He raised his head violently and looked up at her with bloodshot eyes, fiercely throwing off her hands.
"No, by God, you don't understand!
You can't understand!
You're-- you're too good to understand.
You don't believe me but it's all true and I'm a dog.
Do you know why I did it?
I was mad, crazy with jealousy.
She never cared for me and I thought I could make her care.
But she never cared.
She doesn't love me.
She never has.
She loves--"
His passionate, drunken gaze met hers and he stopped, mouth open, as though for the first time he realized to whom he was speaking.
Her face was white and strained but her eyes were steady and sweet and full of pity and unbelief.
There was a luminous serenity in them and the innocence in the soft brown depths struck him like a blow in the face, clearing some of the alcohol out of his brain, halting his mad, careering words in mid-flight.
He trailed off into a mumble, his eyes dropping away from hers, his lids batting rapidly as he fought back to sanity.
"I'm a cad," he muttered, dropping his head tiredly back into her lap.
"But not that big a cad.
And if I did tell you, you wouldn't believe me, would you?
You're too good to believe me.
I never before knew anybody who was really good.
You wouldn't believe me, would you?"
"No, I wouldn't believe you," said Melanie soothingly, beginning to stroke his hair again.
"She's going to get well.
There, Captain Butler!
Don't cry!
She's going to get well."
CHAPTER LVII
It was a pale, thin woman that Rhett put on the Jonesboro train a month later.
Wade and Ella, who were to make the trip with her, were silent and uneasy at their mother's still, white face.
They clung close to Prissy, for even to their childish minds there was something frightening in the cold, impersonal atmosphere between their mother and their stepfather.
Weak as she was, Scarlett was going home to Tara.

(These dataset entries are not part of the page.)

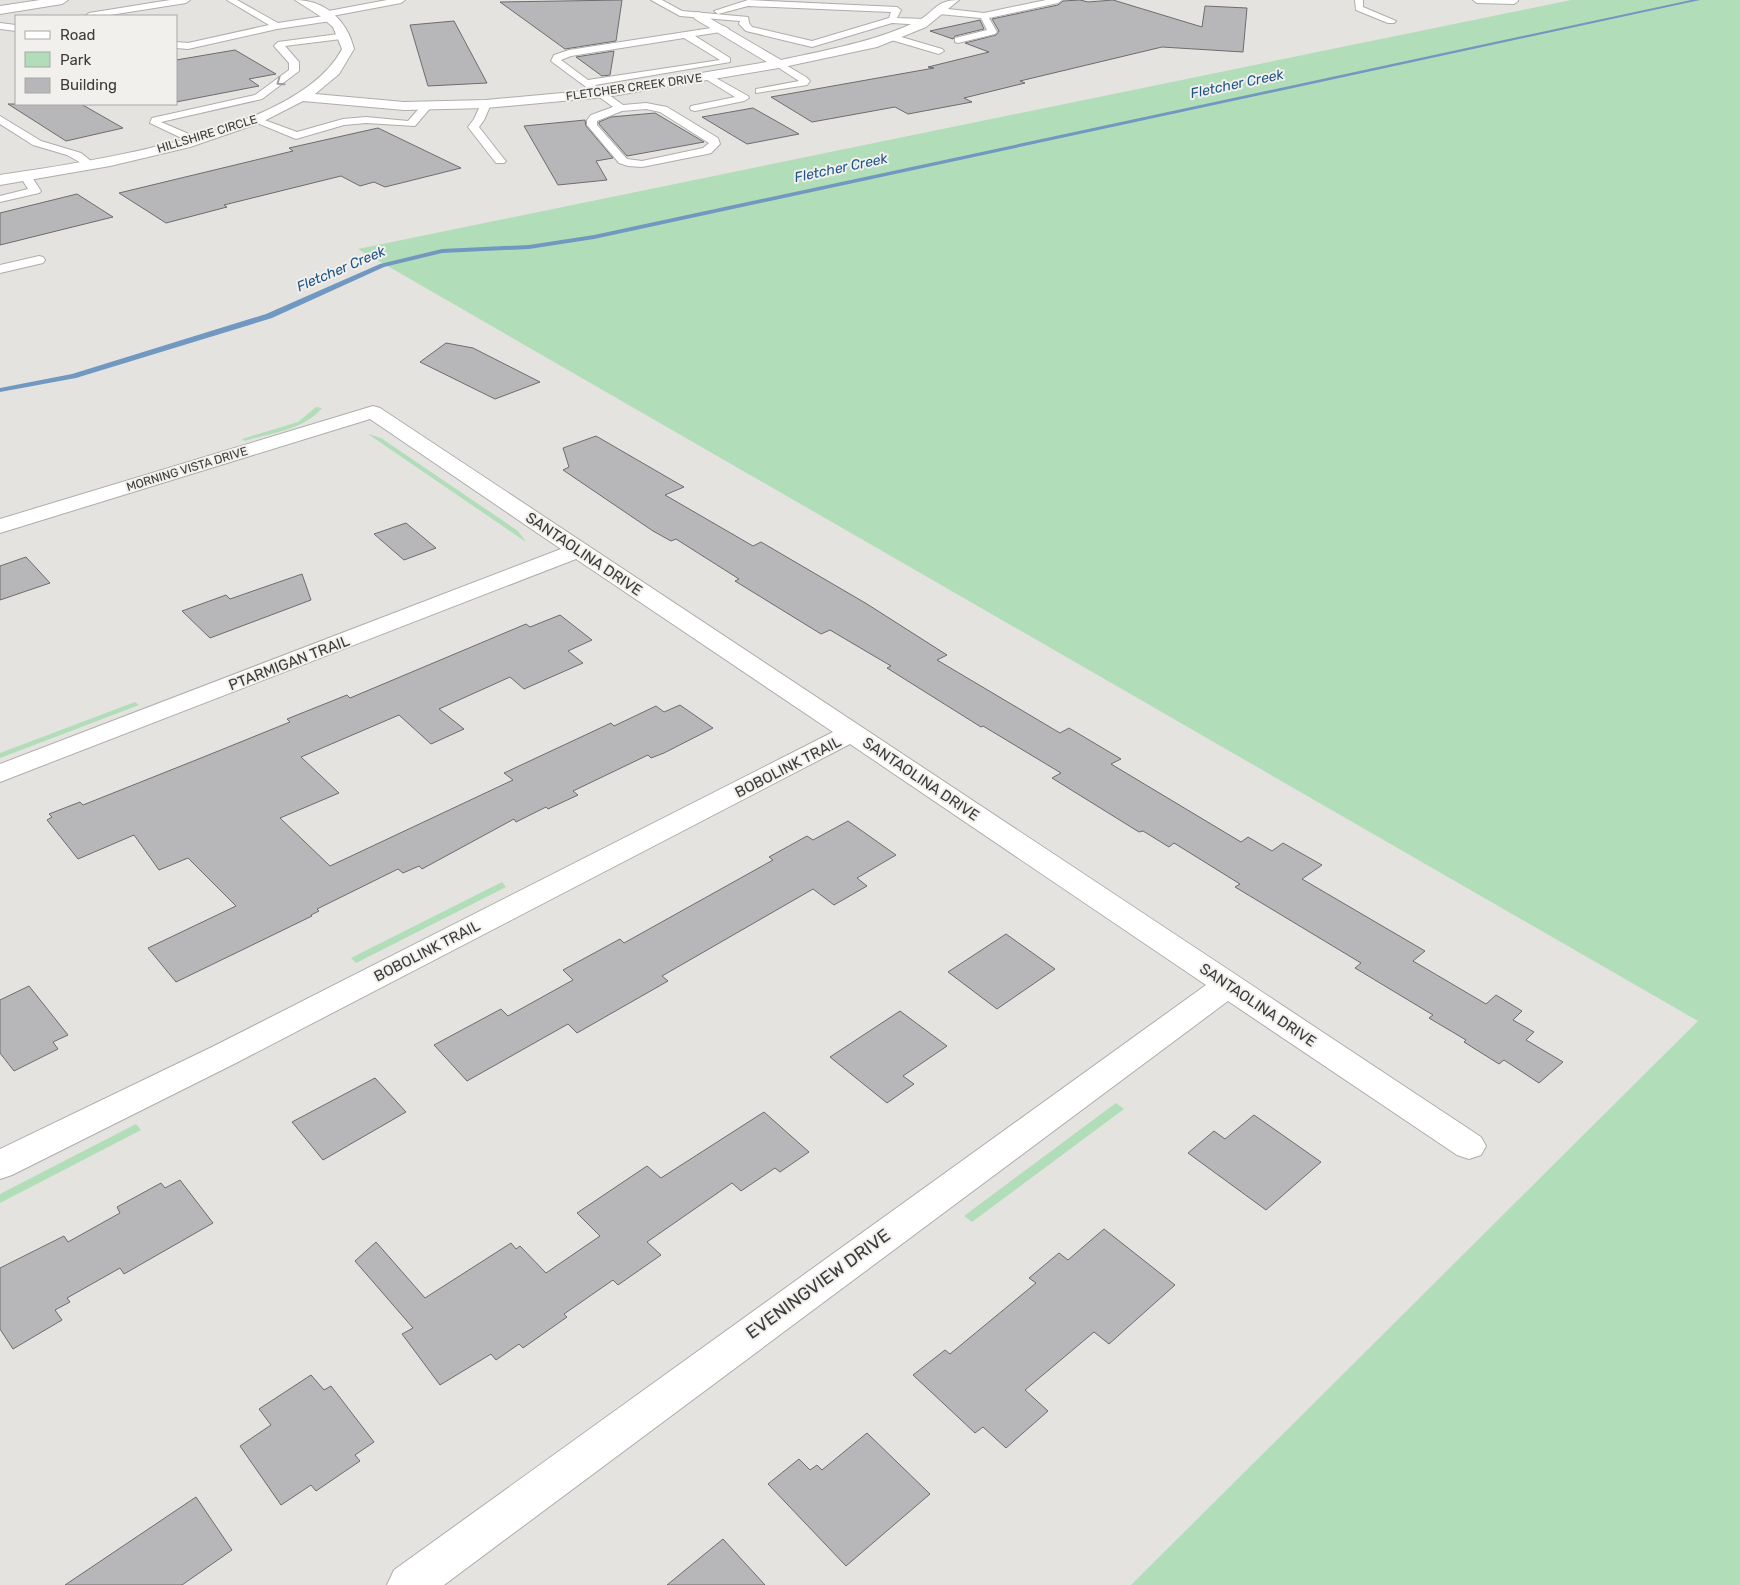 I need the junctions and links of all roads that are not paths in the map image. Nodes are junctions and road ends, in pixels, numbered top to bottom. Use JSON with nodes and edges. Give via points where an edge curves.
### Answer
{"nodes":[{"id":1,"x":62,"y":0,"type":"edge"},
{"id":2,"x":186,"y":0,"type":"edge"},
{"id":3,"x":231,"y":0,"type":"edge"},
{"id":4,"x":301,"y":0,"type":"edge"},
{"id":5,"x":654,"y":0,"type":"edge"},
{"id":6,"x":953,"y":0,"type":"edge"},
{"id":7,"x":1058,"y":0,"type":"edge"},
{"id":8,"x":1358,"y":0,"type":"edge"},
{"id":9,"x":1477,"y":0,"type":"edge"},
{"id":10,"x":394,"y":1,"type":"edge"},
{"id":11,"x":1514,"y":1,"type":"dead end"},
{"id":12,"x":110,"y":3,"type":"dead end"},
{"id":13,"x":0,"y":10,"type":"edge"},
{"id":14,"x":122,"y":11,"type":"junction"},
{"id":15,"x":939,"y":11,"type":"junction"},
{"id":16,"x":96,"y":15,"type":"edge"},
{"id":17,"x":128,"y":15,"type":"edge"},
{"id":18,"x":328,"y":16,"type":"junction"},
{"id":19,"x":699,"y":16,"type":"junction"},
{"id":20,"x":984,"y":16,"type":"junction"},
{"id":21,"x":892,"y":20,"type":"junction"},
{"id":22,"x":1391,"y":21,"type":"dead end"},
{"id":23,"x":924,"y":22,"type":"junction"},
{"id":24,"x":0,"y":26,"type":"edge"},
{"id":25,"x":276,"y":26,"type":"junction"},
{"id":26,"x":15,"y":28,"type":"edge"},
{"id":27,"x":724,"y":30,"type":"junction"},
{"id":28,"x":686,"y":35,"type":"junction"},
{"id":29,"x":346,"y":36,"type":"junction"},
{"id":30,"x":891,"y":37,"type":"junction"},
{"id":31,"x":958,"y":40,"type":"dead end"},
{"id":32,"x":178,"y":45,"type":"edge"},
{"id":33,"x":939,"y":51,"type":"dead end"},
{"id":34,"x":780,"y":64,"type":"junction"},
{"id":35,"x":707,"y":76,"type":"junction"},
{"id":36,"x":586,"y":83,"type":"junction"},
{"id":37,"x":760,"y":91,"type":"dead end"},
{"id":38,"x":600,"y":93,"type":"junction"},
{"id":39,"x":301,"y":97,"type":"junction"},
{"id":40,"x":486,"y":104,"type":"junction"},
{"id":41,"x":427,"y":106,"type":"junction"},
{"id":42,"x":621,"y":108,"type":"junction"},
{"id":43,"x":695,"y":108,"type":"dead end"},
{"id":44,"x":0,"y":119,"type":"edge"},
{"id":45,"x":255,"y":120,"type":"junction"},
{"id":46,"x":194,"y":140,"type":"junction"},
{"id":47,"x":500,"y":161,"type":"dead end"},
{"id":48,"x":90,"y":165,"type":"junction"},
{"id":49,"x":26,"y":176,"type":"junction"},
{"id":50,"x":0,"y":180,"type":"edge"},
{"id":51,"x":0,"y":200,"type":"edge"},
{"id":52,"x":39,"y":260,"type":"dead end"},
{"id":53,"x":0,"y":270,"type":"edge"},
{"id":54,"x":373,"y":412,"type":"joint"},
{"id":55,"x":0,"y":526,"type":"edge"},
{"id":56,"x":578,"y":550,"type":"junction"},
{"id":57,"x":852,"y":733,"type":"junction"},
{"id":58,"x":0,"y":774,"type":"edge"},
{"id":59,"x":1228,"y":985,"type":"junction"},
{"id":60,"x":1469,"y":1146,"type":"dead end"},
{"id":61,"x":0,"y":1165,"type":"edge"},
{"id":62,"x":409,"y":1585,"type":"edge"}],
"edges":[{"from":1,"to":13,"type":"street"},
{"from":2,"to":14,"type":"lane"},
{"from":3,"to":25,"type":"lane"},
{"from":4,"to":18,"type":"street"},
{"from":5,"to":19,"type":"lane","via":[[680,13]]},
{"from":6,"to":15,"type":"street","name":"FLETCHER CREEK DRIVE"},
{"from":7,"to":20,"type":"lane"},
{"from":8,"to":22,"type":"lane","via":[[1359,8]]},
{"from":9,"to":11,"type":"lane"},
{"from":10,"to":18,"type":"lane"},
{"from":12,"to":14,"type":"lane"},
{"from":14,"to":16,"type":"lane"},
{"from":14,"to":17,"type":"lane"},
{"from":15,"to":20,"type":"lane"},
{"from":15,"to":23,"type":"street","name":"FLETCHER CREEK DRIVE"},
{"from":18,"to":25,"type":"lane"},
{"from":18,"to":29,"type":"street"},
{"from":19,"to":21,"type":"lane","via":[[745,19],[744,24],[749,28],[812,44]]},
{"from":19,"to":21,"type":"lane","via":[[748,4],[897,10]]},
{"from":19,"to":27,"type":"street"},
{"from":20,"to":31,"type":"lane","via":[[992,32]]},
{"from":21,"to":23,"type":"lane"},
{"from":23,"to":30,"type":"street","name":"FLETCHER CREEK DRIVE"},
{"from":24,"to":26,"type":"lane"},
{"from":25,"to":32,"type":"lane","via":[[188,46]]},
{"from":27,"to":28,"type":"lane"},
{"from":27,"to":34,"type":"street"},
{"from":28,"to":36,"type":"lane","via":[[557,56],[556,61]]},
{"from":28,"to":36,"type":"lane","via":[[727,60]]},
{"from":29,"to":39,"type":"street","name":"HILLSHIRE CIRCLE","via":[[348,49],[333,74]]},
{"from":29,"to":46,"type":"lane","one_way":true,"via":[[281,44],[279,46],[294,62],[294,71],[258,97],[156,120],[155,123]]},
{"from":30,"to":33,"type":"lane"},
{"from":30,"to":34,"type":"street","name":"FLETCHER CREEK DRIVE"},
{"from":34,"to":35,"type":"street","name":"FLETCHER CREEK DRIVE"},
{"from":34,"to":37,"type":"lane","via":[[804,79],[804,83]]},
{"from":35,"to":38,"type":"street","name":"FLETCHER CREEK DRIVE"},
{"from":35,"to":43,"type":"lane","via":[[744,98]]},
{"from":36,"to":38,"type":"lane"},
{"from":38,"to":40,"type":"street","name":"FLETCHER CREEK DRIVE"},
{"from":38,"to":42,"type":"lane"},
{"from":39,"to":41,"type":"street","name":"FLETCHER CREEK DRIVE"},
{"from":39,"to":45,"type":"street","name":"HILLSHIRE CIRCLE"},
{"from":40,"to":41,"type":"street","name":"FLETCHER CREEK DRIVE"},
{"from":40,"to":47,"type":"lane","via":[[473,127]]},
{"from":41,"to":45,"type":"lane","via":[[411,124],[366,120],[343,122],[296,136]]},
{"from":42,"to":42,"type":"lane","via":[[595,116],[592,124],[628,163],[642,164],[702,153],[715,144],[714,140],[663,108]]},
{"from":44,"to":48,"type":"lane","via":[[37,142],[65,149]]},
{"from":45,"to":46,"type":"street","name":"HILLSHIRE CIRCLE"},
{"from":46,"to":48,"type":"street","name":"HILLSHIRE CIRCLE"},
{"from":48,"to":49,"type":"street","name":"HILLSHIRE CIRCLE"},
{"from":49,"to":50,"type":"street","name":"HILLSHIRE CIRCLE"},
{"from":49,"to":51,"type":"lane","via":[[35,190]]},
{"from":52,"to":53,"type":"lane"},
{"from":54,"to":55,"type":"street","name":"MORNING VISTA DRIVE"},
{"from":54,"to":56,"type":"street","name":"SANTAOLINA DRIVE"},
{"from":56,"to":57,"type":"street","name":"SANTAOLINA DRIVE"},
{"from":56,"to":58,"type":"street","name":"PTARMIGAN TRAIL"},
{"from":57,"to":59,"type":"street","name":"SANTAOLINA DRIVE"},
{"from":57,"to":61,"type":"street","name":"BOBOLINK TRAIL","via":[[233,1050]]},
{"from":59,"to":60,"type":"street","name":"SANTAOLINA DRIVE"},
{"from":59,"to":62,"type":"street","name":"EVENINGVIEW DRIVE"}]}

She felt that she would stifle if she stayed in Atlanta another day, with her tired mind forcing itself round and round the deeply worn circle of futile thoughts about the mess she was in.
She was sick in body and weary in mind and she was standing like a lost child in a nightmare country in which there was no familiar landmark to guide her.
As she had once fled Atlanta before an invading army, so she was fleeing it again, pressing her worries into the back of her mind with her old defense against the world:
"I won't think of it now.
I can't stand it if I do.
I'll think of it tomorrow at Tara.
Tomorrow's another day."
It seemed that if she could only get back to the stillness and the green cotton fields of home, all her troubles would fall away and she would somehow be able to mold her shattered thoughts into something she could live by.
Rhett watched the train until it was out of sight and on his face there was a look of speculative bitterness that was not pleasant.
He sighed, dismissed the carriage and mounting his horse, rode down Ivy Street toward Melanie's house.
It was a warm morning and Melanie sat on the vine-shaded porch, her mending basket piled high with socks.
Confusion and dismay filled her when she saw Rhett alight from his horse and toss the reins over the arm of the cast-iron negro boy who stood at the sidewalk.
She had not seen him alone since that too dreadful day when Scarlett had been so ill and he had been so--well--so drunk.
Melanie hated even to think the word.
She had spoken to him only casually during Scarlett's convalescence and, on those occasions, she had found it difficult to meet his eyes.
However, he had been his usual bland self at those times, and never by look or word showed that such a scene had taken place between them.
Ashley had told her once that men frequently did not remember things said and done in drink and Melanie prayed heartily that Captain Butler's memory had failed him on that occasion.
She felt she would rather die than learn that he remembered his outpourings.